------ ENTRIES SHOWN ------
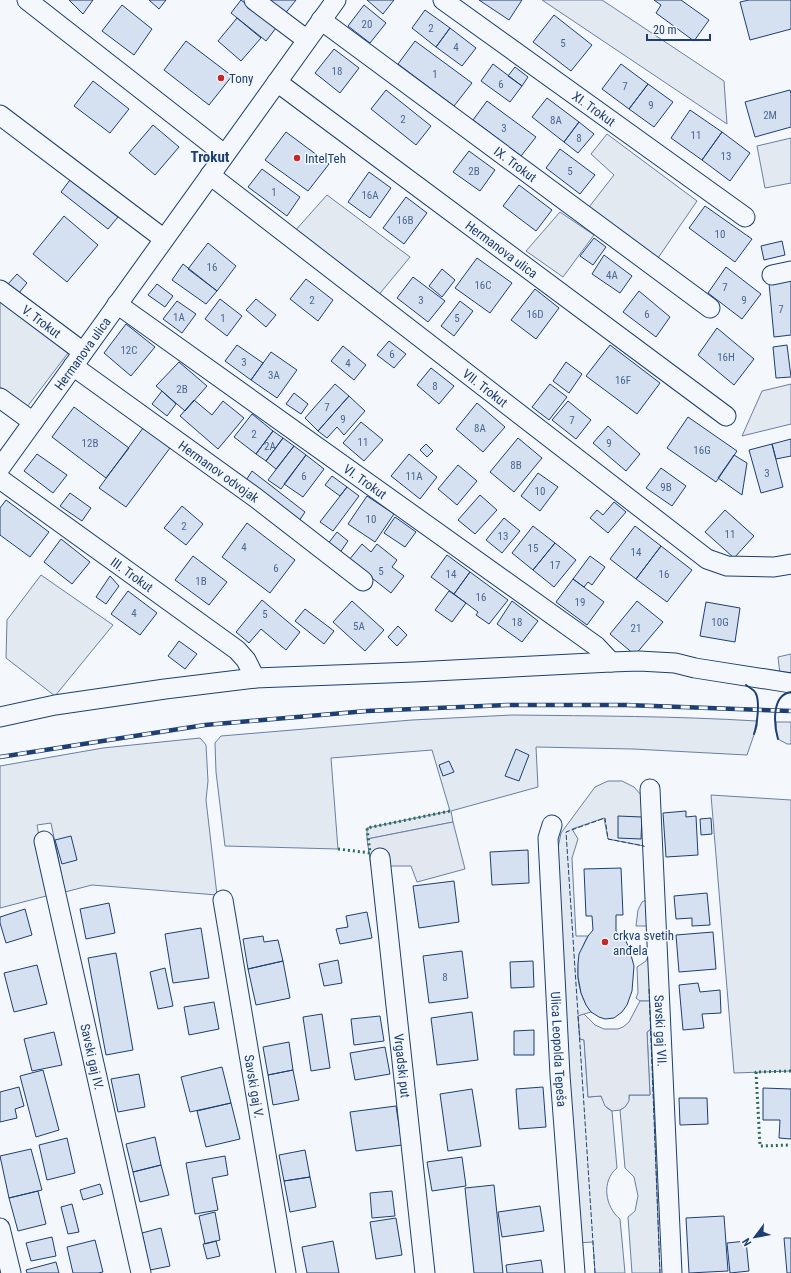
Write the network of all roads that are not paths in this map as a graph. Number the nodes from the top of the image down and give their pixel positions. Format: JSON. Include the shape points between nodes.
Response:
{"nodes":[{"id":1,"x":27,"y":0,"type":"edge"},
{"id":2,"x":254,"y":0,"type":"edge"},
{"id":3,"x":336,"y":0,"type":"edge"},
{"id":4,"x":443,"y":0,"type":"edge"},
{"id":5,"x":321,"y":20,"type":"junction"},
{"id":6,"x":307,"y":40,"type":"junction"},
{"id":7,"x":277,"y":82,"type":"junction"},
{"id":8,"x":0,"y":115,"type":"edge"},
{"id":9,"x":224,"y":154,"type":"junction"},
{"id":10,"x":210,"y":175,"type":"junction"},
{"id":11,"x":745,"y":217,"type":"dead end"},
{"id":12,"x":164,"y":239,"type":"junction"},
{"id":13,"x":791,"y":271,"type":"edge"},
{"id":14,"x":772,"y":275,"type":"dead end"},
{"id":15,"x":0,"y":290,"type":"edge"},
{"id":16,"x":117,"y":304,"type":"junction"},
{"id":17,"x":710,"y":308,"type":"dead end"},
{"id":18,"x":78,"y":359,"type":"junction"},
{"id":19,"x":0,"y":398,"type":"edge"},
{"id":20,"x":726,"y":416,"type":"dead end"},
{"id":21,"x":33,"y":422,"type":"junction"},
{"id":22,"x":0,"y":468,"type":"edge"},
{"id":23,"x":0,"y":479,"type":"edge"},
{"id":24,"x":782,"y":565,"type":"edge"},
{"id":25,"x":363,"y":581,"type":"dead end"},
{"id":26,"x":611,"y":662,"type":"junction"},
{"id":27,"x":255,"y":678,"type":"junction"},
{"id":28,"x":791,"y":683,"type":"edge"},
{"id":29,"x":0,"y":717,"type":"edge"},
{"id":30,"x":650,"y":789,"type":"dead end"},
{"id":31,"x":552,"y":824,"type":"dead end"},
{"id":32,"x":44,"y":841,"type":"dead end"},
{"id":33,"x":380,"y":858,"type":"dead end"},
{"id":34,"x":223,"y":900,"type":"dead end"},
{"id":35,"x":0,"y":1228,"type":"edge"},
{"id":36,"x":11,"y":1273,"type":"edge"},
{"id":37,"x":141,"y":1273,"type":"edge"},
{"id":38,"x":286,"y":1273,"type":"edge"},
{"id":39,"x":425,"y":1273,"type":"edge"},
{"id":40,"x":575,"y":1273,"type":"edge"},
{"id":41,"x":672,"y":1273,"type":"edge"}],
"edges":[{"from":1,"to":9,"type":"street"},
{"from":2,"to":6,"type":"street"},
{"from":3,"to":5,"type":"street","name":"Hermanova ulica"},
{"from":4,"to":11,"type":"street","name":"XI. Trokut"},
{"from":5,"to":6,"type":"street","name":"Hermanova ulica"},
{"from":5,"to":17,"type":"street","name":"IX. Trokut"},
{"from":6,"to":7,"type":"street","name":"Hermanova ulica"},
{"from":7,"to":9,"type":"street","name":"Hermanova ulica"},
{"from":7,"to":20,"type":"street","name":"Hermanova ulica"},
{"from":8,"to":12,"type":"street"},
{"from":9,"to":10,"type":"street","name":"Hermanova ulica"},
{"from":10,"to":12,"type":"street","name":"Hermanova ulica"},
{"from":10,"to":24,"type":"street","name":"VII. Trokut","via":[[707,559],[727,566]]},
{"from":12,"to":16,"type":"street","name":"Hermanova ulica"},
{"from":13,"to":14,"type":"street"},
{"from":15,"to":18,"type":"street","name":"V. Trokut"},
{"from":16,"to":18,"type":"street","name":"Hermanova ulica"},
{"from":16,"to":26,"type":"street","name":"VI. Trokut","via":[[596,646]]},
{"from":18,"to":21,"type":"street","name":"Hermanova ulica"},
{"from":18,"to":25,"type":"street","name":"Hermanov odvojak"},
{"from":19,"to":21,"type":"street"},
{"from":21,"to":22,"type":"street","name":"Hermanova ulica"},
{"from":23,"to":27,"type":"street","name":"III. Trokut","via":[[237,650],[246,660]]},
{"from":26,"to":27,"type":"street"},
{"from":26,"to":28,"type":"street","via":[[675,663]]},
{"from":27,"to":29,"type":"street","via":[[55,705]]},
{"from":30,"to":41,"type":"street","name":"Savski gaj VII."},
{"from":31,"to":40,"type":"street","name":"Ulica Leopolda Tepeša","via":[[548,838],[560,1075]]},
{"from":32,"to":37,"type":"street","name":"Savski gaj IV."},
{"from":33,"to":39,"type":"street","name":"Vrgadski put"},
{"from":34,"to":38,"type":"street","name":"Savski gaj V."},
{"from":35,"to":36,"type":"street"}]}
------
------ ENTRIES SHOWN ------
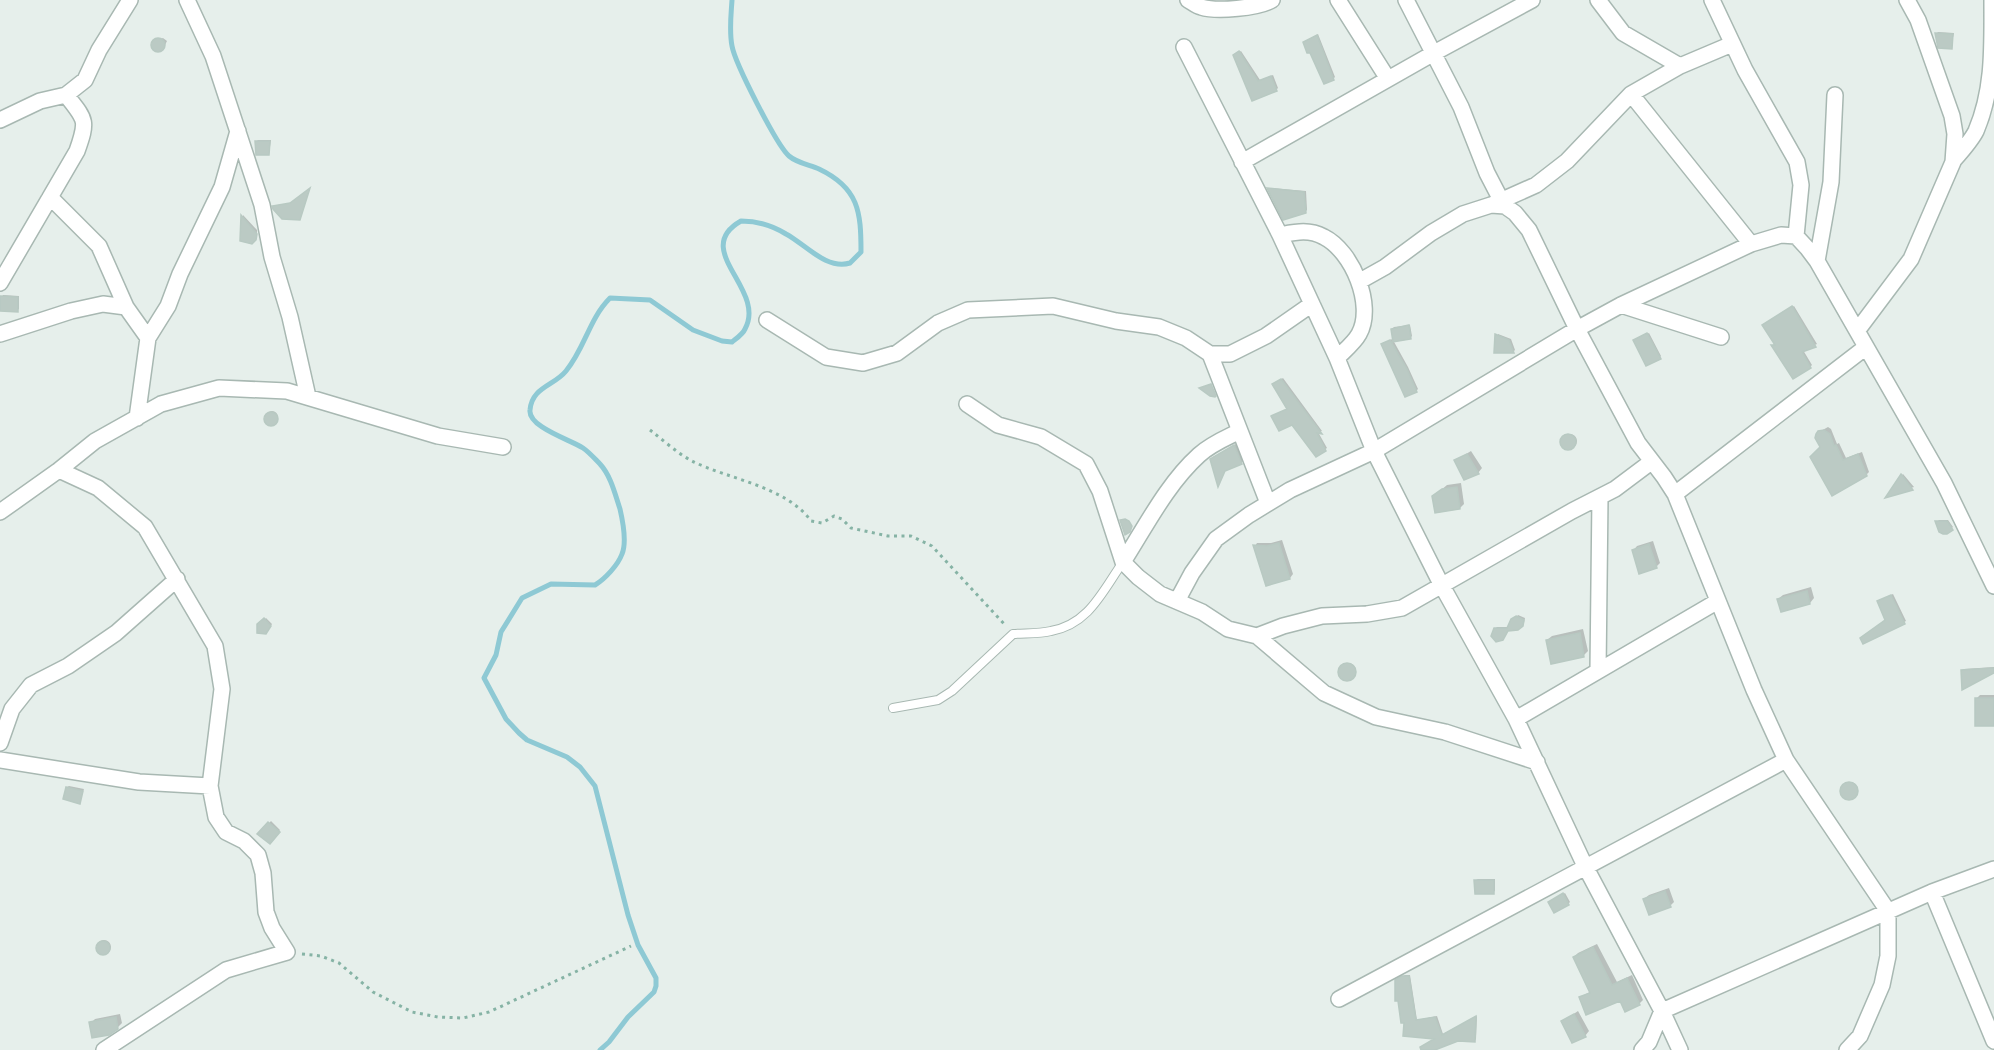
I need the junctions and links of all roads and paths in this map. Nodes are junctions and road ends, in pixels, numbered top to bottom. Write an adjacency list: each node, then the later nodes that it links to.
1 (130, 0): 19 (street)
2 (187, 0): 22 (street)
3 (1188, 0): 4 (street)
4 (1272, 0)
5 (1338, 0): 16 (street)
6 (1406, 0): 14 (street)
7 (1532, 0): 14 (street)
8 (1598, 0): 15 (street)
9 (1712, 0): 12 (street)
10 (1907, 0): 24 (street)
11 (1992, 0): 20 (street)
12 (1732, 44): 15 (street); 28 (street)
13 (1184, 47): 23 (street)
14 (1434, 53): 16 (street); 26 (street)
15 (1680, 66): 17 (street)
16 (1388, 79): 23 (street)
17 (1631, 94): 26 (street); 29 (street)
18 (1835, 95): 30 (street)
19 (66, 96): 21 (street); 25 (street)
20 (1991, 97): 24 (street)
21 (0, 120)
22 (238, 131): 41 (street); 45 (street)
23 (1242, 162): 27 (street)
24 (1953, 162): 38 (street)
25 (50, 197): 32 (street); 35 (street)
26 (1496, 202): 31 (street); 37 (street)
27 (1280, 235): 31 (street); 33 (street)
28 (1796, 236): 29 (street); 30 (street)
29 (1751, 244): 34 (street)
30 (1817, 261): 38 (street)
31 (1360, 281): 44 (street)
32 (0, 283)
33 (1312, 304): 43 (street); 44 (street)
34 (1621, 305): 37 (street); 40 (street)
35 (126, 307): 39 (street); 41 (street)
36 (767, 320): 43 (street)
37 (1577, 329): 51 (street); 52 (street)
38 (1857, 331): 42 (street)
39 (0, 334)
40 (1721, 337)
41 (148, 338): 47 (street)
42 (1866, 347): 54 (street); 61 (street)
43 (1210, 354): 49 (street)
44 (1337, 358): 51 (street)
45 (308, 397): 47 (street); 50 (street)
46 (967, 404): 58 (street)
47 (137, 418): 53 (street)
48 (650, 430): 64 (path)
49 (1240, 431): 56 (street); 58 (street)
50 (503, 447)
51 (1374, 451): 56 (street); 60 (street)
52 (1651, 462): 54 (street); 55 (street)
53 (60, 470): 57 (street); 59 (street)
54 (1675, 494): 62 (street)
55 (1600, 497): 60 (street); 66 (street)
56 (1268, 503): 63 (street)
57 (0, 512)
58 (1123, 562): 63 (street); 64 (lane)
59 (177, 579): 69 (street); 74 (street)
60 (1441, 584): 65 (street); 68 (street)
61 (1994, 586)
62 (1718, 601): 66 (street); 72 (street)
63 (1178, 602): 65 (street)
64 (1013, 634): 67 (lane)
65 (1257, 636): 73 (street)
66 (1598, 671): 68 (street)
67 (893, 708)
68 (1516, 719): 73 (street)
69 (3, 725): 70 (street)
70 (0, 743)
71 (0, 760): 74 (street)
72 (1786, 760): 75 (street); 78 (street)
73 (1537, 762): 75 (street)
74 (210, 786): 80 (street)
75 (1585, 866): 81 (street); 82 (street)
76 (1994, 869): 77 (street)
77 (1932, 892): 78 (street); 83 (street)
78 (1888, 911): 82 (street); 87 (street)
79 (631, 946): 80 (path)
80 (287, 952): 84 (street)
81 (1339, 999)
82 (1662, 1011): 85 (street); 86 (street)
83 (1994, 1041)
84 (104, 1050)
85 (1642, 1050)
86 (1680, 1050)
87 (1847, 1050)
------
------ ENTRIES SHOWN ------
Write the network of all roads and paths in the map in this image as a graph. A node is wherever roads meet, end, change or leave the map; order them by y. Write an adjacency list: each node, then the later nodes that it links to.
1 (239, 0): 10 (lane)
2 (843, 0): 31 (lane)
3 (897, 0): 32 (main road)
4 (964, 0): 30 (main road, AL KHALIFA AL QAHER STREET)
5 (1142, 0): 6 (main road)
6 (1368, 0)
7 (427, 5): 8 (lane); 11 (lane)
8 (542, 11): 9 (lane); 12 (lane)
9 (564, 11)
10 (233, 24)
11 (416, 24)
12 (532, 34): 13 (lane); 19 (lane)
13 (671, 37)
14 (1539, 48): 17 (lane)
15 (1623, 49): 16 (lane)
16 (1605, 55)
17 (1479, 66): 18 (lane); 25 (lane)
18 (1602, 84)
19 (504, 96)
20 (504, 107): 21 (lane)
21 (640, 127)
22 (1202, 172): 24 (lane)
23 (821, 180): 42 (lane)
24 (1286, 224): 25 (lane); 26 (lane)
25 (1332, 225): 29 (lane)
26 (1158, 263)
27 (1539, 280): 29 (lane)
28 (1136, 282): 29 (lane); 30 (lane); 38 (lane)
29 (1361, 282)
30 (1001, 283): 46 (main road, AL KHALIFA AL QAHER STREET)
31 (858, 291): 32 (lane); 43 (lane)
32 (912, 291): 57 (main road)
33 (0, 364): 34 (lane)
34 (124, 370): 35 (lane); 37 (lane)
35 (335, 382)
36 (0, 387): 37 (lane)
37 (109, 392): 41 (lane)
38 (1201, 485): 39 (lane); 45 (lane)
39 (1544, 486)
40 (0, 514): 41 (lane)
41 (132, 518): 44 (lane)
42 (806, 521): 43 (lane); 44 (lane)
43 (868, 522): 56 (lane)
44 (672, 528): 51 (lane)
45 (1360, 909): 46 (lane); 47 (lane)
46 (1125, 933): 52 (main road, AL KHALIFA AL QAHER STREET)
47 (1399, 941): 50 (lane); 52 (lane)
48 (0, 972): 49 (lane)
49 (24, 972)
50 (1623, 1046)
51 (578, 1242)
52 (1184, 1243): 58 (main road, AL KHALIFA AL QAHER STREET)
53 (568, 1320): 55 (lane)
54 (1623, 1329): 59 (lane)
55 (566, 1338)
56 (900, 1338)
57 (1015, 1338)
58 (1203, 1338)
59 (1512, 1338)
------
EXERCISE DIRECTIONS: Which lines in the data above hold the string "main"? Show each one.

EXERCISE RESPONSE:
3 (897, 0): 32 (main road)
4 (964, 0): 30 (main road, AL KHALIFA AL QAHER STREET)
5 (1142, 0): 6 (main road)
30 (1001, 283): 46 (main road, AL KHALIFA AL QAHER STREET)
32 (912, 291): 57 (main road)
46 (1125, 933): 52 (main road, AL KHALIFA AL QAHER STREET)
52 (1184, 1243): 58 (main road, AL KHALIFA AL QAHER STREET)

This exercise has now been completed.